Wright and Richard Redding made a brief return visit to Izeh in October the same year. They found only an isolated déjeté scraper of Mousterian type.
According to Wright’s report, six rock shelters had the larger blade tools that, in his opinion, made earlier UP
occupation probable but majority of the rock shelter sites produced an EP assemblage with typical tools (except
geometric microliths). Also several other possible UP and EP assemblages were reported by the same team in Dasht-e Gol
and Iveh in northwest of Izeh as a result of the salvation project of Karun Dam 1 Basin. Only 30% of the Valley slopes of Izeh Plain were surveyed intensively during the field mission.

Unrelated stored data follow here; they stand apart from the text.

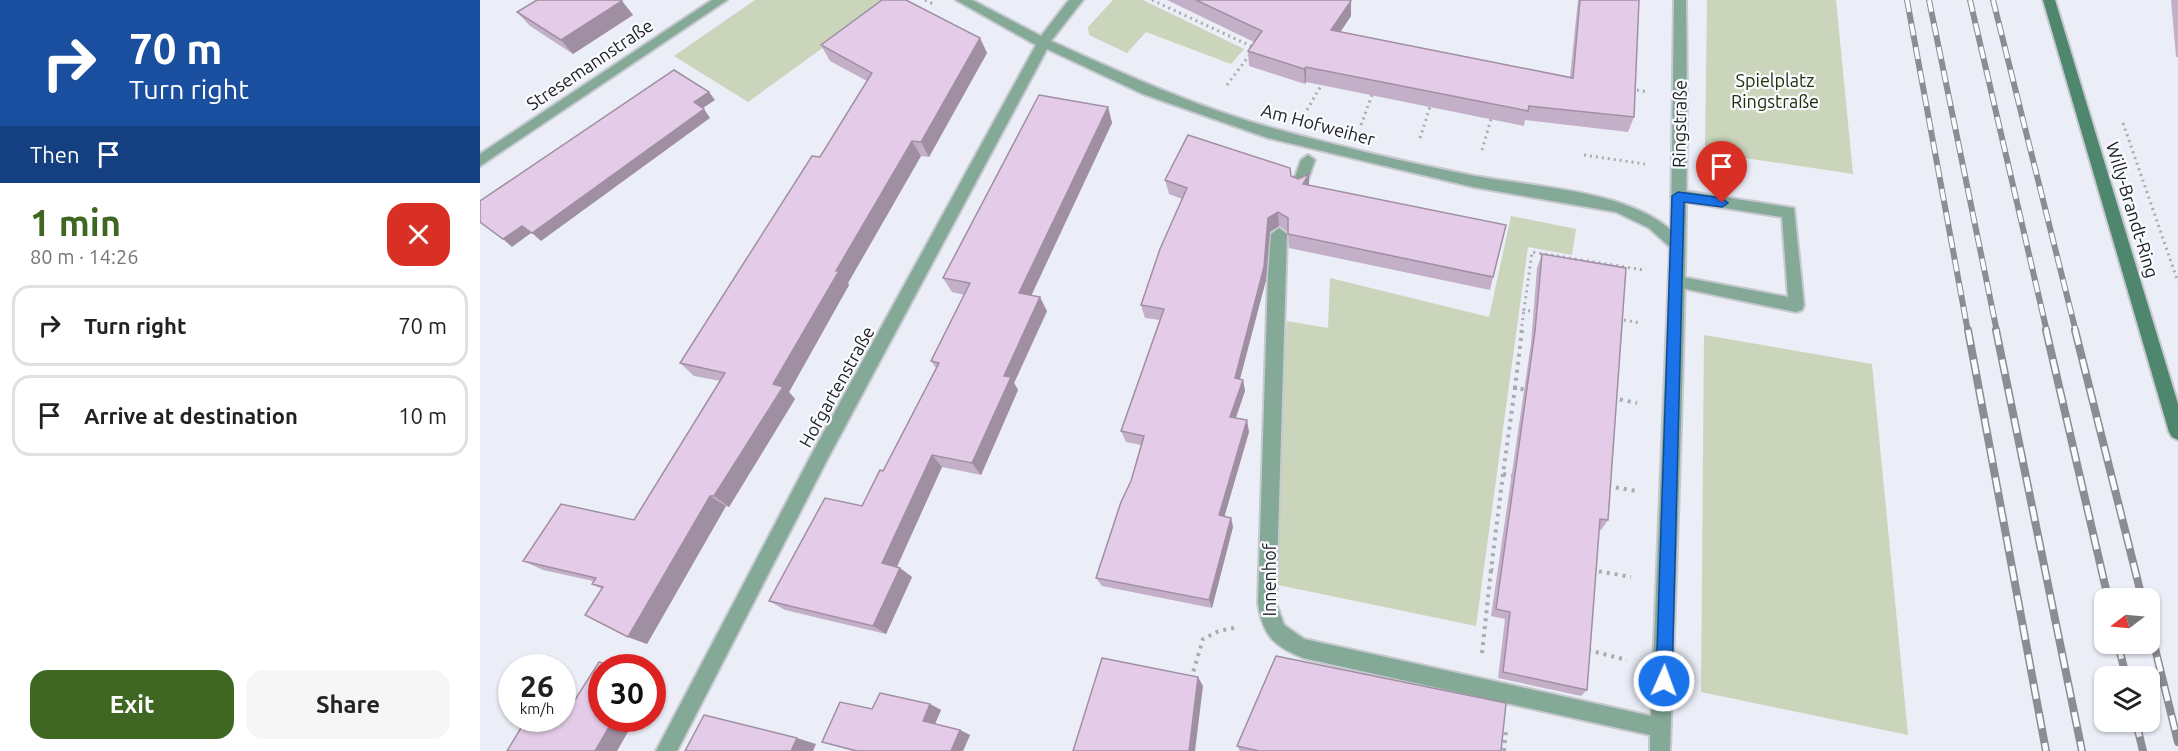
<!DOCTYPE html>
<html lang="en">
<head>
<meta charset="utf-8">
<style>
	:root { --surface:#fff; --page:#f6f6f6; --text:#222; --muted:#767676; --line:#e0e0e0; --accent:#3f6722 }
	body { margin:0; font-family:Ubuntu,sans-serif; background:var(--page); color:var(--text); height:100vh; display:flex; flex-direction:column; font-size:22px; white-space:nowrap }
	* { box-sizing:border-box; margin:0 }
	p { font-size:20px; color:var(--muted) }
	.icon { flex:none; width:33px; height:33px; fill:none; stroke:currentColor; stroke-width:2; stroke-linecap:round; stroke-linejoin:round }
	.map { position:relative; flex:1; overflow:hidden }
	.panel { display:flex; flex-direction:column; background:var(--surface); width:480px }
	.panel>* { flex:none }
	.hud { background:#1a4fa0; color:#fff; overflow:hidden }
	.needle { width:39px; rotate:254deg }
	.buttons { position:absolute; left:1614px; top:588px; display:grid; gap:12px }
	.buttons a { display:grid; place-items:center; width:66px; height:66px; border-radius:12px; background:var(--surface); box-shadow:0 2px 4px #0004; font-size:30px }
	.speed { position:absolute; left:18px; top:654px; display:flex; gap:12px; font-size:30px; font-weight:700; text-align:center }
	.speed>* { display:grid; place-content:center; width:78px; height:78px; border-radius:50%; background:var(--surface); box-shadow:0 2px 4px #0004; line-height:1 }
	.speed small { font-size:15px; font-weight:400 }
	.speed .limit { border:9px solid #d22; background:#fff; color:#111 }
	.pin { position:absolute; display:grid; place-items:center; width:51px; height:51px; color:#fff; margin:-62px -26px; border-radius:50% 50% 50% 0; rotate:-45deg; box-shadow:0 0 6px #0007 }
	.pin .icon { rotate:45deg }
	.me { position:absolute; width:66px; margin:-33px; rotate:2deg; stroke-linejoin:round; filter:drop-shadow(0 0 4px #0008) }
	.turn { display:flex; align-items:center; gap:21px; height:126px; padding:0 30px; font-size:27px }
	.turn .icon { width:78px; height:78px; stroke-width:2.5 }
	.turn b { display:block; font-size:42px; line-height:51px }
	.then { display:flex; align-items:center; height:57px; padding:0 30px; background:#0003; gap:12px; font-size:22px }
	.round { display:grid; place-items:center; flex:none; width:63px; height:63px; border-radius:18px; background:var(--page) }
	.head { display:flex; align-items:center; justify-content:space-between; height:102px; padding:0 30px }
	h1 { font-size:36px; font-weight:700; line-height:45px; color:var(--accent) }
	.button { display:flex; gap:12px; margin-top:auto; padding:12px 30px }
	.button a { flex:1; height:69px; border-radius:18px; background:var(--accent); color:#fff; font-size:24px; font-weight:700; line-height:69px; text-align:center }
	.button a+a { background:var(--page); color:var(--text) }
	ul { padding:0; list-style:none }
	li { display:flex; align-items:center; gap:18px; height:81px; margin:0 12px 9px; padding:0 18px; border:3px solid var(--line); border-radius:18px }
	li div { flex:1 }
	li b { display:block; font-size:22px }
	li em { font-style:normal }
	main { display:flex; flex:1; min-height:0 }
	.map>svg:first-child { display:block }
	.green { fill:#cad5bb }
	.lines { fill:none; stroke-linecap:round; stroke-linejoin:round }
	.service-casing { stroke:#c7c9d1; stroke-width:4 }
	.minor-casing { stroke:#c7c9d1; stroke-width:4 }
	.secondary-casing { stroke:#c7c9d1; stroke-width:4 }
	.path-far1 { stroke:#a9abb3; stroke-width:3; stroke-dasharray:2 4; stroke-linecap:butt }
	.path { stroke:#a9abb3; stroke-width:4; stroke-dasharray:3 5; stroke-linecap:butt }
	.service { fill:#84a997; fill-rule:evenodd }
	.minor { fill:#84a997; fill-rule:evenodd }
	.secondary { fill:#4e876e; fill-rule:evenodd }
	.rail-far1-casing { stroke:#8b8d93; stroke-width:6 }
	.rail-casing { stroke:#8b8d93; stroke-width:8 }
	.rail-far1 { stroke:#fafbff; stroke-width:4; stroke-dasharray:12; stroke-linecap:butt }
	.rail { stroke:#fafbff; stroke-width:5; stroke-dasharray:15; stroke-linecap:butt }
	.wall { fill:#c4afc8 }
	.shaded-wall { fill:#a08fa2 }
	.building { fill:#e4cce8; stroke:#a08fa2; stroke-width:1.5 }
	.route { fill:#1a73e8; stroke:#114b97; stroke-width:1.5 }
	.labels { text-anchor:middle; stroke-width:4.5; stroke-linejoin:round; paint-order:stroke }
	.street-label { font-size:18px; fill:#212225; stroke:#fafbff }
	.park-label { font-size:18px; fill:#222e08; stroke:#fafbff }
</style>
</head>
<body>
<main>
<section class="panel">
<div class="hud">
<div class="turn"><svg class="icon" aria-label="right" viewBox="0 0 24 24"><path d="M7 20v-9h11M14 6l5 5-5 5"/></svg><div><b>70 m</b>Turn right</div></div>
<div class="then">Then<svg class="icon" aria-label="arrive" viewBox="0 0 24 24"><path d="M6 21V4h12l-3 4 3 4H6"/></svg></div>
</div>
<div class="head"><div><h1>1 min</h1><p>80 m · 14:26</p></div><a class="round" style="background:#d93025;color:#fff"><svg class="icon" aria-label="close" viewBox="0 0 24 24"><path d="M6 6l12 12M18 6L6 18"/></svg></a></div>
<ul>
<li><svg class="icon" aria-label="right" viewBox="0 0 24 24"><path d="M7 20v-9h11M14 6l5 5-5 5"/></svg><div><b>Turn right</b></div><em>70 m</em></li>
<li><svg class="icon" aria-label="arrive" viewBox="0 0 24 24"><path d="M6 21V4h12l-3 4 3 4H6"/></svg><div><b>Arrive at destination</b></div><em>10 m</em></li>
</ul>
<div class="button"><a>Exit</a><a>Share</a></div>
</section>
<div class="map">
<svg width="1698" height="751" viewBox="0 0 1698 751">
	<rect width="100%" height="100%" fill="#ebeef7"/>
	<path class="green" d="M275 0H409L268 102 194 56Z
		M633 0H663L764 49 751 64 666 32 647 53 609 35 608 27Z
		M1227 0H1356L1373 174 1225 152Z
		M1031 216 1096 229 1092 255 1048 247 996 626 798 585 804 365 807 321 848 328 850 278 1009 317Z
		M1224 335 1392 364 1428 735 1221 692Z"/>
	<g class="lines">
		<defs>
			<path id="service" d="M1198 190 1314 208 1324 305 1322 310 1316 312 1192 286 1189 282 1192 278 1197 276 1308 297 1302 217 1193 200 1191 196Z"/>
			<path id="minor" d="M232 0H247L0 166V154Z
				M476 0H492L561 36 589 0H603L571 41C644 74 718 108 796 129 861 147 929 163 995 176 1055 187 1145 190 1191 230L1194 0H1206C1210 250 1198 502 1190 751H1170V735L823 658C793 645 783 636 778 603L788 275 791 234 799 228 807 234 796 603 804 625 824 639 1171 716 1190 247 1169 228 1136 212 993 187 788 138 663 94 567 49 347 460 197 751H176L335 448 556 45Z
				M828 155 835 160 826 185 819 191 814 189 812 185 821 160Z"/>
			<path id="secondary" d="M1563 0H1575L1698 404V440L1692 437 1689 432Z"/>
		</defs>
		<use href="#service" class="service-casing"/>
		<use href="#minor" class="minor-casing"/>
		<use href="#secondary" class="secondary-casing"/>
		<path class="path-far1" d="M445 0 453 4
			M672 0 775 48
			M747 85 771 53
			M1151 89 1168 92
			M827 110 843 82
			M1643 123 1698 282
			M881 125 892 95
			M940 138 950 107
			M1002 150 1011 119
			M1104 155 1165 164
			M1056 312 1044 310 1052 252 1164 270
			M1138 319 1160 323
			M1041 332 1044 310"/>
		<path class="path" d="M1042 330 1035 388 1048 390
			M1132 398 1157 403
			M1034 476 1023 474 1035 388
			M1128 486 1156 491
			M1111 570 1151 577
			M1021 572 1011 570 1023 474
			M1108 650 1147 660
			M1002 653 1011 570
			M711 679 723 639 739 631 758 627
			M1024 751 1026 730"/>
		<use href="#service" class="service"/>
		<use href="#minor" class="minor"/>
		<use href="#secondary" class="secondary"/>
		<defs>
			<path id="rail-far1" d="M1427 0 1488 332
				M1449 0 1517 332
				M1490 0 1567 332
				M1513 0 1596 332"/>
			<path id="rail" d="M1488 330 1566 751
				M1516 330 1602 751
				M1566 330 1628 598
				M1595 330 1662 598
				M1670 628 1698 742
				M1638 644 1646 676
				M1656 722 1663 751"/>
		</defs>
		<use href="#rail-far1" class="rail-far1-casing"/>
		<use href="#rail" class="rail-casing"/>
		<use href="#rail-far1" class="rail-far1"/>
		<use href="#rail" class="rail"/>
	</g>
	<path class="wall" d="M687 0H869L871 16 860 32 1090 77 1098 0H1159L1154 117 1148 132 1045 120 1044 126 826 82 825 84 769 66 768 51 774 42Z
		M1691 0H1698V57H1696Z
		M142 1 153 15 93 54 50 26 37 12Z
		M500 38 507 53 449 157 441 156 368 283 369 285 309 392 315 399 249 507 246 506 167 644 148 637 122 589 112 584 113 581 63 570 43 561 154 520 240 381 214 376 200 363 340 157 387 81 350 61 341 45Z
		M628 107 632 123 551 295 567 311 534 383 538 390 501 475 462 467 417 567 420 568 432 577 406 634 305 610 289 601 382 506 403 471 456 368 451 361 484 295 472 292 463 278Z
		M685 180 829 185 1013 277 1010 290 809 248 808 232 799 226 790 232 786 280 760 379 763 380 765 391 756 418 769 432 744 516 751 518 753 527 732 608 622 586 616 578 651 481 661 445 646 442 641 431 680 320 665 318 661 305 702 199 689 194Z
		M1062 254 1128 520 1121 530H1119L1107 690 1101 696 1018 678 1025 619 1011 616 1051 343 1057 268Z
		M450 704 461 710 455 724 480 730 490 735 483 751H373L342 742Z
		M757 746 1021 751H760Z"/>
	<path class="shaded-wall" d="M142 1 153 15 93 54 81 40Z
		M871 1V16L851 46V30Z
		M500 38 507 53 449 157 441 142Z
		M826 67V82L825 84 824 69Z
		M229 92 235 100 220 110 214 102Z
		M628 107 632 123 546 307 539 293Z
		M224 109 230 118 61 241 52 233Z
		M432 141 441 156 368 283 369 285 309 392 315 399 249 507 234 496 293 384 356 271Z
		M829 174V189L823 184Z
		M798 212 799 226 790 232 786 280 757 390 755 378 788 218Z
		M42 226 51 233 32 247 23 239Z
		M560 297 567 311 534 383 538 390 501 475 492 463 524 376Z
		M763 380 765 391 752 428 750 417Z
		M767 420 769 432 742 525 739 515Z
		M452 455 462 467 414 573 402 563Z
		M230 496 246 506 167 644 148 637Z
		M751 518 753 527 732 608 729 600Z
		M420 568 432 577 406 634 393 626Z
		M172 677 179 679 172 690Z
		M718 677 723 686 715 751H709Z
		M82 698H84L111 711 91 706 82 701Z
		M450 704 461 710 454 726 443 721Z
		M134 718H156L137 751H115Z
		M480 730 490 735 483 751H471Z
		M317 738 336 744 333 751H311Z"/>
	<path class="building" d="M57 0H140L142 1 81 40 37 12Z
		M402 0H426L500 38 441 142 432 141 356 271H359L293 384 303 387 234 496H230L148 637 105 615 123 587 112 584 116 578 43 561 81 504 154 520 245 373 200 363 332 156 340 157 392 73 341 45Z
		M716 0H869L871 1 851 30 1093 78 1100 0H1159L1154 117 1049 106 1048 111 826 67 824 69 768 51 782 31Z
		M194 70 229 92 214 102 224 109 52 233 42 226 23 239 0 222V201Z
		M559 95 628 107 539 293 560 297 524 376 531 377 492 463 452 455 402 563 420 568 393 626 289 601 345 498 382 506 400 470 403 471 459 363 451 361 490 283 463 278Z
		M708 135 810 168 811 176 818 179 829 174 823 184 1026 225 1013 277 808 234V218L798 212 788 218 784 267 755 378 763 380 750 417 767 420 739 515 751 518 729 600 616 578 641 502 651 481 664 436 641 431 684 309 661 305 680 249 707 188 685 180Z
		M1062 254 1146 268 1128 520 1120 519 1107 690 1023 672 1030 612 1016 609 1055 331Z
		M796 656 1026 703 1021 751H779L757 746Z
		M622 658 718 677 709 751H593Z
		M119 662 140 668H122V718H134L115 751H27L47 718H82V701L91 706Z
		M400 693 450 704 443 721 480 730 471 751H377L342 742 360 702 392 709Z
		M224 715 317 738 311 751H205Z"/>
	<path class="route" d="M1198 192 1242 198 1248 203 1242 207 1204 202 1192 681 1189 686 1184 689 1178 686 1176 681 1192 196Z"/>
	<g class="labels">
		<g class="street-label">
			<text transform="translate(110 65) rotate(-34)" y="6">Stresemannstraße</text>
			<text transform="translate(1200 124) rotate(-89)" y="6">Ringstraße</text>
			<text transform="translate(838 125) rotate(15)" y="6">Am Hofweiher</text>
			<text transform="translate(1652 210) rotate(73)" y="6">Willy-Brandt-Ring</text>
			<text transform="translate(357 387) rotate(-61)" y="6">Hofgartenstraße</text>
			<text transform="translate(790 580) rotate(-90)" y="6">Innenhof</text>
		</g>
		<g class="park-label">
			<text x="1295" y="87">Spielplatz<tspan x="1295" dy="21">Ringstraße</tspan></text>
		</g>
	</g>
</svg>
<div class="buttons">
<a><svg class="needle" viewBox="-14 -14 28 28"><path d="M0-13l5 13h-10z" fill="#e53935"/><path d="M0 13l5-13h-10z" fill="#767676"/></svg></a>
<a><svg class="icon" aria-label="layers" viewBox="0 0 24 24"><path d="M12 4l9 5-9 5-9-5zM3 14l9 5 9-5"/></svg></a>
</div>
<div class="speed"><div>26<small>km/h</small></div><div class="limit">30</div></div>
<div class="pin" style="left:1242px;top:203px;background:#d93025"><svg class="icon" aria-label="arrive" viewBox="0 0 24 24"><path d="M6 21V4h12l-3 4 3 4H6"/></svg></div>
<svg class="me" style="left:1184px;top:681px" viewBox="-20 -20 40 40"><circle r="17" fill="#1a73e8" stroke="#fff" stroke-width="3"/><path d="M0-11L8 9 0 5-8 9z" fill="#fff"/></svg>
</div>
</main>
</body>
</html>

Mozhgan Jayez has surveyed the plain again and the regions in the vicinity of Izeh in the recent years and presented a preliminary analyses of the chipped stone assemblages recovered from the caves and rock shelters, found in the intensive archaeological surveys that led to discovery of Late Paleolithic to Early Neolithic sites. The lithic artifacts reveal evidence of repeated occupation spanning the Upper Paleolithic, Epipalaeolithic, and Early Neolithic periods. While distinguishing between the Upper Paleolithic and Epipalaeolithic assemblages is challenging due to shared tool types, the presence of pressure microblade cores and sickle elements clearly indicates Early Neolithic activity. The study highlights the long-term use of these cave sites and suggests that the apparent scarcity of Early Neolithic village settlements in the Izeh Plain may reflect preservation issues or distinct settlement patterns of the region's early farming communities.

During the most recent survey season, in addition to caves and rock shelters, 39 rock cut installations were recorded, specifically bedrock mortars and basins. These were mostly found in the outer areas of the sites. At this point, it is not possible to determine an exact date for these findings. They were discovered in open areas outside of the caves and rock shelters, so it is difficult to confirm if they are from the same time period as the prehistoric cultural remains.